Moser baut mit Gleichgesinnten ein Haus, so lässt sich das Konzept Baugruppe zusammenfassen. Solche Zusammenschlüsse mit verschiedenen Ausrichtungen gehören in Wiener Stadtentwicklungsgebieten wie der Seestadt Aspern schon fast zum Inventar. Aber die Sehnsucht nach gemeinschaftlichem Wohnen wächst auch auf dem Land.

Der Baustart für das Projekt von GeWoZu – kurz für „Gemeinschaftlich Wohnen – die Zukunft“ – war im Mai. Zwölf Wohnungen entstehen hier. Ziel sei, Menschen in unterschiedlichen Lebensphasen zum Wohnen zusammenzubringen, erzählt Moser. Daher gibt es Gemeinschaftsflächen wie eine Werkstätte, einen Bewegungsraum, eine Gemeinschaftsküche und einen Garten. Eine Wohnung ist noch frei: Für die 50 Quadratmeter große Einheit werden Paare oder Menschen über 60 gesucht.

Konzept für Senioren

Generell gilt: Wer Mitglied einer Baugruppe werden will, muss einen Aufnahmeprozess durchlaufen. Ob eine Baugruppe funktioniert, hängt letztendlich von den Mitgliedern ab. Wer nur auf der Suche nach einer Wohnung ist, sollte von einer Baugruppe daher lieber die Finger lassen. Die Baugruppe GeWoZu präsentierte sich gemeinsam mit anderen Wohnprojekten vor wenigen Tagen beim Baugemeinschaftsforum der Initiative Bauen & Wohnen, die ihr zehnjähriges Bestehen feierte – und sich durchaus zufrieden mit der Entwicklung in Österreich zeigte. Weniger Vereinsamung, Gemeinschaft, Selbstbestimmtheit und Partizipation sind soziale Benefits des gemeinschaftlichen Wohnens, war man sich bei der Veranstaltung laut Aussendung einig.

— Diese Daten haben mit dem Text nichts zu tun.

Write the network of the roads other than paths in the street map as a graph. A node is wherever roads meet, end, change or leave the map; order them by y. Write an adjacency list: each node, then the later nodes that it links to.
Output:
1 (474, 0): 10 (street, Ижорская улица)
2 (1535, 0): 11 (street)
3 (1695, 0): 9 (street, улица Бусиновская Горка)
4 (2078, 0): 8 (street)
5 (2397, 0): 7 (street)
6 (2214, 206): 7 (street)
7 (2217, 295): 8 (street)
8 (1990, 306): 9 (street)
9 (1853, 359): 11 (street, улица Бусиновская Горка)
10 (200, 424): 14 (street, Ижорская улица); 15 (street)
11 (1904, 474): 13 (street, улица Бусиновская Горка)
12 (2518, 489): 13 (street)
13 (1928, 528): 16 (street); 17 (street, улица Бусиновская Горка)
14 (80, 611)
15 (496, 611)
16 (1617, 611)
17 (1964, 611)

Mit dabei war auch der Verein WOAL, was für „Wohnen ohne Alterslimit“ steht. Hier haben sich Menschen der Alterskohorte 60 plus zusammengefunden, um ein Konzept für selbstbestimmtes Wohnen im Alter zu entwickeln – oft aus persönlicher Betroffenheit. „Wir haben uns in Anbetracht des Sterbens unserer Eltern gedacht: Das muss anders gehen“, erzählt Ulrike Kobrna, eine der Gründerinnen. Nun sei das Konzept fertig, ein konkretes Objekt aber noch nicht gefunden. Bei einem Projekt sollte es zudem nicht bleiben. Kobrna stellt klar: „Unser Konzept soll an verschiedenen Orten verwirklicht werden“, dafür könne man sich auch die Zusammenarbeit mit anderen Projekten vorstellen. Die Liste mit Interessentinnen und Interessenten wachse stetig an. WOAL soll kein Altersheim sein, sondern auch gesunde Menschen ansprechen, die sich Gedanken dazu machen, wo und wie sie sterben wollen. Geplant sind Wohncluster aus acht bis zwölf Einheiten, die sich um gemeinschaftliche Flächen anordnen. Um wirtschaftlich zu sein, brauche es eine Projektgröße von 60 bis 100 Wohneinheiten, so Kobrna.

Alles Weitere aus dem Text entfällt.